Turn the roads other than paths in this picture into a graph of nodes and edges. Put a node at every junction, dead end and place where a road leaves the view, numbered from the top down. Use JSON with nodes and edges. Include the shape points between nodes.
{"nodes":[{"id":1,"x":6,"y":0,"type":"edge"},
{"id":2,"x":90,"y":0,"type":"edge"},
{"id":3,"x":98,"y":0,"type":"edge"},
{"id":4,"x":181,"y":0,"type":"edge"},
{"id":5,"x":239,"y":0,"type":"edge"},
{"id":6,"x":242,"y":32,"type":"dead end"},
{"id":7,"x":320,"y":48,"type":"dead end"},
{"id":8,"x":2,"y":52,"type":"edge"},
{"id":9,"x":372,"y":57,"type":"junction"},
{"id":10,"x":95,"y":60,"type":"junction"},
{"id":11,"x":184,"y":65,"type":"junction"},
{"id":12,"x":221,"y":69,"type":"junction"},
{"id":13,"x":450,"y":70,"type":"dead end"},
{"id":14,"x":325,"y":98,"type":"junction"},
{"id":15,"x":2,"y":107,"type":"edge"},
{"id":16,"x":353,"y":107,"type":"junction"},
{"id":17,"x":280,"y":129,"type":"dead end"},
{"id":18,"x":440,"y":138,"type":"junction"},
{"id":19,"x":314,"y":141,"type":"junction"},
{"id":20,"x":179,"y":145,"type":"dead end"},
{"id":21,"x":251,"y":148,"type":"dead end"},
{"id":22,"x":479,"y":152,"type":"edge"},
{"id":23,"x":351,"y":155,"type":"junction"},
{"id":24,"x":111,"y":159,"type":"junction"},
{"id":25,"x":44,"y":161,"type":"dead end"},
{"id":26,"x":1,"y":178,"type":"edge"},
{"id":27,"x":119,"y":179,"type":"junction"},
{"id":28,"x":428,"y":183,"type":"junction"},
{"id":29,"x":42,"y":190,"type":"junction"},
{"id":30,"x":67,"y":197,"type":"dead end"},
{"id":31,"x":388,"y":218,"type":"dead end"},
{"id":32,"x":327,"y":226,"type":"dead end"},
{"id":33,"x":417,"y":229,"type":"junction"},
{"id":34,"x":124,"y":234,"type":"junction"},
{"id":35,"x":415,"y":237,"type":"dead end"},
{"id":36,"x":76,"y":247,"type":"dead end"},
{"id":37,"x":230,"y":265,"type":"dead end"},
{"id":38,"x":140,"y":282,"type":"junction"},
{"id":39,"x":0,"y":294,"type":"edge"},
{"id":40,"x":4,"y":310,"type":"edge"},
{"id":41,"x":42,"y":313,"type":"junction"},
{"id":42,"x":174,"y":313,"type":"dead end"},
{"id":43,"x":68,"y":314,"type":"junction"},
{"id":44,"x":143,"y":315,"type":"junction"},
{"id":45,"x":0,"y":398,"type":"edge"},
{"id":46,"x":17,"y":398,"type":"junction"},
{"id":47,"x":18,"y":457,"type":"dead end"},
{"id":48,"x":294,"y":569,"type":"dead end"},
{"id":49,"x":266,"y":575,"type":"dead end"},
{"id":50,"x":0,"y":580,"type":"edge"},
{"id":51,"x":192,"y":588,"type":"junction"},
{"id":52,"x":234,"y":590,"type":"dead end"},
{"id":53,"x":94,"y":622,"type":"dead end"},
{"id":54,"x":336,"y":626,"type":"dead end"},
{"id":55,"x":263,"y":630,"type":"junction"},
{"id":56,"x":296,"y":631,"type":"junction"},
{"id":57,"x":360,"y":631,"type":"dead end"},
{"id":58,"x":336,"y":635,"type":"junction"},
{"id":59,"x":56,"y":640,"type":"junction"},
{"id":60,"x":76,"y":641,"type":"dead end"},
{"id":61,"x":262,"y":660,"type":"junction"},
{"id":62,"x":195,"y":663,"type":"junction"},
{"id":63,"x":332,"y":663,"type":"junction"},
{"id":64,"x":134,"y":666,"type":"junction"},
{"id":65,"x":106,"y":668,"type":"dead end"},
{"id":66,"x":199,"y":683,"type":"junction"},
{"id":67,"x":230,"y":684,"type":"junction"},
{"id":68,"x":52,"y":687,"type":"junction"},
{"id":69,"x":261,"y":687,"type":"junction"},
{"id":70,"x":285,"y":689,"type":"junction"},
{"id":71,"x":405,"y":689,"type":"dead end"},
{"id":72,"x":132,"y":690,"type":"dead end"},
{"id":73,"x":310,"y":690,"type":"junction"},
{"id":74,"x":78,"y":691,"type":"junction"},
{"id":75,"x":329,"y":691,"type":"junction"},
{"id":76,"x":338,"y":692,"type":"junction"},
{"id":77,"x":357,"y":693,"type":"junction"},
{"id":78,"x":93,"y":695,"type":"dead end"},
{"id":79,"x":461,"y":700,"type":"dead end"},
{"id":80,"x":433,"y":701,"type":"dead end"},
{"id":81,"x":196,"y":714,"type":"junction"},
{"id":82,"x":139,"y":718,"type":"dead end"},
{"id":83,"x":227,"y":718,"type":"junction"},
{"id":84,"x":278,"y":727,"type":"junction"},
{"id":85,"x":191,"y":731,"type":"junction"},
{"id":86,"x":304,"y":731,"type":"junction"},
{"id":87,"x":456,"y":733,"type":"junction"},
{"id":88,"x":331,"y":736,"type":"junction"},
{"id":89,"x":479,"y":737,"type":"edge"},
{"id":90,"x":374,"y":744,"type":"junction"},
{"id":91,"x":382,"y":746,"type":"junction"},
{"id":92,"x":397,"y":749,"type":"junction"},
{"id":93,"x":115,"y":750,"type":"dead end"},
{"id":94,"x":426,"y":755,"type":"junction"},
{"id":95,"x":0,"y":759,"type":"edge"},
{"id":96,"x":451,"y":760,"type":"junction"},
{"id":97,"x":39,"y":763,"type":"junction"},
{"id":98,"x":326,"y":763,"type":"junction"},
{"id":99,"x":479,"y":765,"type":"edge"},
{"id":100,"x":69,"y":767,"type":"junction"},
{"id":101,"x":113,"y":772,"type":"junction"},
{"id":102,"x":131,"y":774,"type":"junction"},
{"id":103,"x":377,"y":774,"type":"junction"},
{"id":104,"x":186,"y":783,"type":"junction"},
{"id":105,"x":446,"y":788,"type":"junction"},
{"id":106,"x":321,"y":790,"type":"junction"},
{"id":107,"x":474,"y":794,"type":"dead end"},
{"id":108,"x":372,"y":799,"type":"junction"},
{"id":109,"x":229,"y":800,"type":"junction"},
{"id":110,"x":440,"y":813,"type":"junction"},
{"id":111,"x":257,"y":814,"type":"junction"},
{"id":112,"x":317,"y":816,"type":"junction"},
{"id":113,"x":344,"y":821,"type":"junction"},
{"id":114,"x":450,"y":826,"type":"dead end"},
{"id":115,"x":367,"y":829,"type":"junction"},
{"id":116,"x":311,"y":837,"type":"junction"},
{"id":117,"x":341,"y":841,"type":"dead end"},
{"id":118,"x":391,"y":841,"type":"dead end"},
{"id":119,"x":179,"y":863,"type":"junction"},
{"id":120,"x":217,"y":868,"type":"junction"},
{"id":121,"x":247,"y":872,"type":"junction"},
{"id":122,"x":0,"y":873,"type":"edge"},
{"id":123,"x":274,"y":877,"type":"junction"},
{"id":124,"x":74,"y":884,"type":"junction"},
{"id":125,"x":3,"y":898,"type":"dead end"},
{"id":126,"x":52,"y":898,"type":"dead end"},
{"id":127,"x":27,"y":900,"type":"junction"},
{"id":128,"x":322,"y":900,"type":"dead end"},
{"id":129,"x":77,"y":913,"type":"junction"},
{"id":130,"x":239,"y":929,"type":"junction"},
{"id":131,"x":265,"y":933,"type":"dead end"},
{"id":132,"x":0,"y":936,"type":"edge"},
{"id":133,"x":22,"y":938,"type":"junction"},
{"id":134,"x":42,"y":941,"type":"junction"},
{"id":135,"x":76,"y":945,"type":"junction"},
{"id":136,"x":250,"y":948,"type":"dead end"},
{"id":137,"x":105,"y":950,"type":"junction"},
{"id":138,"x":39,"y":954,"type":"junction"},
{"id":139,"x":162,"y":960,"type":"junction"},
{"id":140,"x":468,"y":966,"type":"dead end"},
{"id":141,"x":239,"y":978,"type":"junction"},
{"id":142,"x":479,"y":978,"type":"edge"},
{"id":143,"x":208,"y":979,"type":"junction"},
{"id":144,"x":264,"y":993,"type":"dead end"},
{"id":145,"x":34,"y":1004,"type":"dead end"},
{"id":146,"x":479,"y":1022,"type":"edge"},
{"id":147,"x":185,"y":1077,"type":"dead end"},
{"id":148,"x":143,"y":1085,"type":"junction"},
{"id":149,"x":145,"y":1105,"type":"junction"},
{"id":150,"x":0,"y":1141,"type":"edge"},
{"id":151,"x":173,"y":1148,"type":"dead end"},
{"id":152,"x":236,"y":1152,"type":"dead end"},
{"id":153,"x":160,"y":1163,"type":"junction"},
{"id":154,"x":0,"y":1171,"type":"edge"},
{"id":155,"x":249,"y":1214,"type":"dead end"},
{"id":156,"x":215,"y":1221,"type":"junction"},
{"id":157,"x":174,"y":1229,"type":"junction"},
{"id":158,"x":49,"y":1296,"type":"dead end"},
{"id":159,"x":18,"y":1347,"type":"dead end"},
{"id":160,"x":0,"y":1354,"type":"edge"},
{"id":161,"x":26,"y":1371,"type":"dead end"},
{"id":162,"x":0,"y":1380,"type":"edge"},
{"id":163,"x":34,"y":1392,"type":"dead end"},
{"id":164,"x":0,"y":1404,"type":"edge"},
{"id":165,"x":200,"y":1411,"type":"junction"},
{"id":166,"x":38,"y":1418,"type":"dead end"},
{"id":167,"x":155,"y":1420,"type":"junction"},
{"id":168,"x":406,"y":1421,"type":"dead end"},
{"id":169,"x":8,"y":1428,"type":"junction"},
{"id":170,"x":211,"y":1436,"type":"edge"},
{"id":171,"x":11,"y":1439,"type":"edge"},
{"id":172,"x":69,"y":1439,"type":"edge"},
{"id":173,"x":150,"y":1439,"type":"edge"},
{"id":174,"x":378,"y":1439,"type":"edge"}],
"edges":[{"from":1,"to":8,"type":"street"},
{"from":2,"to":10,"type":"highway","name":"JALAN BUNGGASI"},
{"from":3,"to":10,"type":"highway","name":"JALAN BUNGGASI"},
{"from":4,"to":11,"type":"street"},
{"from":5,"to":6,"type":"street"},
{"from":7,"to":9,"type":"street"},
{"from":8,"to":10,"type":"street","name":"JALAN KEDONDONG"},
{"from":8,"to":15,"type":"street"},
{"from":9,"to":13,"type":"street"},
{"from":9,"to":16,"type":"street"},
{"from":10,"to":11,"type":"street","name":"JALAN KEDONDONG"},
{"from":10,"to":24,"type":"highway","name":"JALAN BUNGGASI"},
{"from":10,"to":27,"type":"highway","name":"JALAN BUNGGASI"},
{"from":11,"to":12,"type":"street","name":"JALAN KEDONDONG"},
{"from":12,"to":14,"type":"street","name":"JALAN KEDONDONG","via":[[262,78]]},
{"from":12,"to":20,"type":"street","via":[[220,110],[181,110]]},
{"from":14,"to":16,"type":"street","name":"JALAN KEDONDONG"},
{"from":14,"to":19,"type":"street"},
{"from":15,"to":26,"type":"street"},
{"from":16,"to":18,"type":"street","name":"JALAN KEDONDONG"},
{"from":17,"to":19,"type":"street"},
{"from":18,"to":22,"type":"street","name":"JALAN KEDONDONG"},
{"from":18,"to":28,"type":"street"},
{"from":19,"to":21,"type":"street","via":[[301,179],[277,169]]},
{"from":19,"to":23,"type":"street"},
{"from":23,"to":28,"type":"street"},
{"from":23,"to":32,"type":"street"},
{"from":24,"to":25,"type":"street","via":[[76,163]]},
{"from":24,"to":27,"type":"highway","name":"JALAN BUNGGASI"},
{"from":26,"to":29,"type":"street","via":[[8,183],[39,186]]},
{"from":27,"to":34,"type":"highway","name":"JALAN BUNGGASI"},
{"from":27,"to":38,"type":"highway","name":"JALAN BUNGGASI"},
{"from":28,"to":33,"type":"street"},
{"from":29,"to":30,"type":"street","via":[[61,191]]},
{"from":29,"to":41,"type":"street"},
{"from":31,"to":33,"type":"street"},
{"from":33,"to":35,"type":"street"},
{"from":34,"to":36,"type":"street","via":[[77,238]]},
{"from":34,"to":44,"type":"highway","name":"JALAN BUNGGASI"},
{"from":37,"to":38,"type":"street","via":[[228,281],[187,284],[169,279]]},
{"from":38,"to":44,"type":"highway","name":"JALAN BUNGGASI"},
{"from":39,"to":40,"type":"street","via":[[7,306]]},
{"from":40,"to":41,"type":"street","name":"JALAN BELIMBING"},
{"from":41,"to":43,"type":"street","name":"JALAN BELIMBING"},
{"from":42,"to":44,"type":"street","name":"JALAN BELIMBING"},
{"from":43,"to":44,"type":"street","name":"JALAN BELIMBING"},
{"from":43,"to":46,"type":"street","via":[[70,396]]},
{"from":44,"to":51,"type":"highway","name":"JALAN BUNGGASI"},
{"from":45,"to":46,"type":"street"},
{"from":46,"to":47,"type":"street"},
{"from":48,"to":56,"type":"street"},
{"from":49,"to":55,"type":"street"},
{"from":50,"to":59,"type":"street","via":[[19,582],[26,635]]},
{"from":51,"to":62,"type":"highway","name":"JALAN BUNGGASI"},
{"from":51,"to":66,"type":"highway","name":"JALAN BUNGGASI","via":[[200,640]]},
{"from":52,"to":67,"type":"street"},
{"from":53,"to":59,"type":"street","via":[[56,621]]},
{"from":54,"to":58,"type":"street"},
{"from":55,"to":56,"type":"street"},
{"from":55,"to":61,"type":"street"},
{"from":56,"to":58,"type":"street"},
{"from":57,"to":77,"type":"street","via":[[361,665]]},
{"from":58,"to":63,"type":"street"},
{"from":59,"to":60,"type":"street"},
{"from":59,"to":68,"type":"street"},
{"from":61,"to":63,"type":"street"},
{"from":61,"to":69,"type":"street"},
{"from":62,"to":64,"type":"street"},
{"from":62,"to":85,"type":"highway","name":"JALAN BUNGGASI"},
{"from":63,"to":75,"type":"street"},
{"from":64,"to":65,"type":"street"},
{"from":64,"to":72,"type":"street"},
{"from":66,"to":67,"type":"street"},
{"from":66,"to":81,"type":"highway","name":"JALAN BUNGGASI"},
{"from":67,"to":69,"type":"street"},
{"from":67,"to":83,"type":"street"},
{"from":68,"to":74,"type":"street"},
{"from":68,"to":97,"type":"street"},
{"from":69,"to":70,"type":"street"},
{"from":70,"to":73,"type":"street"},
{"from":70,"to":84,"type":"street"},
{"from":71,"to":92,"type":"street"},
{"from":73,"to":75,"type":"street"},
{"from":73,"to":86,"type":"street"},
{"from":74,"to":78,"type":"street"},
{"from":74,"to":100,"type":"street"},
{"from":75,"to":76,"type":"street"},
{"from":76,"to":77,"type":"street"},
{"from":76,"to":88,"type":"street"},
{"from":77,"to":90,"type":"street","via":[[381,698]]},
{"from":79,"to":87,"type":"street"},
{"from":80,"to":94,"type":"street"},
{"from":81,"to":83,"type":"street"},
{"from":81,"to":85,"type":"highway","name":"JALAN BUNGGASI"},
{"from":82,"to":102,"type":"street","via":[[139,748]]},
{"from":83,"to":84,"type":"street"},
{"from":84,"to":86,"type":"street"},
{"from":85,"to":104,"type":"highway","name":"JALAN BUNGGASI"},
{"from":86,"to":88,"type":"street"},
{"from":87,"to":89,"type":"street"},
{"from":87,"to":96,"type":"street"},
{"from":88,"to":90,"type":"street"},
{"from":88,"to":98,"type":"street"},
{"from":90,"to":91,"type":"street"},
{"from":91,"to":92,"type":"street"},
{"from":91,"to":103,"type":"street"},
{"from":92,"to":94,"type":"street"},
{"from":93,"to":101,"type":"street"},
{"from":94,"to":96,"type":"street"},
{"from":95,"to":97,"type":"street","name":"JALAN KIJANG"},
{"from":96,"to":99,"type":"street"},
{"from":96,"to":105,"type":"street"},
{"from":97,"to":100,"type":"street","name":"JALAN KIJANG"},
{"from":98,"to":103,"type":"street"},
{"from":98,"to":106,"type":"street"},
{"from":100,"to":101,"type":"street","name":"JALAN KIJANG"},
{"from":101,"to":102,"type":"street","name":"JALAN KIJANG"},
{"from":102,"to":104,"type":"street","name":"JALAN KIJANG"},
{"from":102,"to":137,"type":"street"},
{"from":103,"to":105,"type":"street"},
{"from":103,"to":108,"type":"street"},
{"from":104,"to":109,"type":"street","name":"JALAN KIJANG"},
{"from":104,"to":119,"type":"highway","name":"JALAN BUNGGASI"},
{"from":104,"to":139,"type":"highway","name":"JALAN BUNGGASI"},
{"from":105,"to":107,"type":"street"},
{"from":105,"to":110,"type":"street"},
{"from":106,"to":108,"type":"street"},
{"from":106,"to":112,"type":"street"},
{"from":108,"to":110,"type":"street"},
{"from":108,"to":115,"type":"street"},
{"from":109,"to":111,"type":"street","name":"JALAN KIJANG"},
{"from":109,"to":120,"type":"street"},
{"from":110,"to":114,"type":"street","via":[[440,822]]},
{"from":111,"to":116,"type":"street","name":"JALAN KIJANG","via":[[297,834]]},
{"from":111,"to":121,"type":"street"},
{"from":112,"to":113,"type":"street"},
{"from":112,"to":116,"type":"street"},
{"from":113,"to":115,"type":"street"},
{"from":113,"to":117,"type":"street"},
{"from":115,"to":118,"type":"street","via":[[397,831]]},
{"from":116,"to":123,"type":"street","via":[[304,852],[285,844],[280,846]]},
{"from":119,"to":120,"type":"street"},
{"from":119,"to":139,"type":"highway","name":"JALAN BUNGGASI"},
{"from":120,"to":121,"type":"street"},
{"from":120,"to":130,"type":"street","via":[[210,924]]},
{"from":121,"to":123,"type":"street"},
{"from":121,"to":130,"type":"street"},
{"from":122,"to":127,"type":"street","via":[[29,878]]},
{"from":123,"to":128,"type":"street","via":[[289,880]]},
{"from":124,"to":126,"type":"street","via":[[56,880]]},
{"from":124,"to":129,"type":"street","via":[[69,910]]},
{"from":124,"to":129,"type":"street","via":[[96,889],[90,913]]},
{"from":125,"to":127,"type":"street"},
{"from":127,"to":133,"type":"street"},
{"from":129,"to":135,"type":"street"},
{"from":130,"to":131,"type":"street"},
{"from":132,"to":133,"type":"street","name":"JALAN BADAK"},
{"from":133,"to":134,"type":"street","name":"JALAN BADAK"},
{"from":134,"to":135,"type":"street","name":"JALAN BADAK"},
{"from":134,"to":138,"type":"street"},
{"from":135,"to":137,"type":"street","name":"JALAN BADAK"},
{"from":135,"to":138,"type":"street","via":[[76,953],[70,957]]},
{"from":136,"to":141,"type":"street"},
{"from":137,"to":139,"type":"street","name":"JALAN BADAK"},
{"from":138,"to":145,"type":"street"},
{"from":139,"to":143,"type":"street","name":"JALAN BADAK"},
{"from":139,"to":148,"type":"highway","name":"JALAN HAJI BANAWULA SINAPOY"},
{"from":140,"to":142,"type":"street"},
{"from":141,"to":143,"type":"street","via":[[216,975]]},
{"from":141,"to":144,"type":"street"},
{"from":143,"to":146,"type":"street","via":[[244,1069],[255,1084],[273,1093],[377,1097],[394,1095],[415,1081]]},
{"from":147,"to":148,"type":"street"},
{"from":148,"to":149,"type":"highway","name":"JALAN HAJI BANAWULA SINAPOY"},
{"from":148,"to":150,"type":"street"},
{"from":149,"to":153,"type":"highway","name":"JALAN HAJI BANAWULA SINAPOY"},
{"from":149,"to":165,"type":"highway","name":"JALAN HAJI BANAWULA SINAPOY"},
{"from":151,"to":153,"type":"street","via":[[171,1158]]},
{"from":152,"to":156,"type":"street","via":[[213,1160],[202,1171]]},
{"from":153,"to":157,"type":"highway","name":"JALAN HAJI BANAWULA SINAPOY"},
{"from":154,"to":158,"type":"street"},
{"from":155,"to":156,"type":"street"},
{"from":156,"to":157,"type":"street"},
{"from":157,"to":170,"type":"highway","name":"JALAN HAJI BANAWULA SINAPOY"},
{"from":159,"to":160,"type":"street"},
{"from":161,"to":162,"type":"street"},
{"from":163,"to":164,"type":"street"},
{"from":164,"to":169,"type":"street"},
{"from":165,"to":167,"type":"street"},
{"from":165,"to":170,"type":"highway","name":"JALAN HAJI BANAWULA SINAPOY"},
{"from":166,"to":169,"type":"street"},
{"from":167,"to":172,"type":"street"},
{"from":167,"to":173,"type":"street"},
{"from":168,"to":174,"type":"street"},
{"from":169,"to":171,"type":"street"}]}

**WHAT THE TASK REQUIRES**
If a line in the records has the word "BELIMBING", copy that line.

**COMPLETED EXERCISE**
{"from":40,"to":41,"type":"street","name":"JALAN BELIMBING"},
{"from":41,"to":43,"type":"street","name":"JALAN BELIMBING"},
{"from":42,"to":44,"type":"street","name":"JALAN BELIMBING"},
{"from":43,"to":44,"type":"street","name":"JALAN BELIMBING"},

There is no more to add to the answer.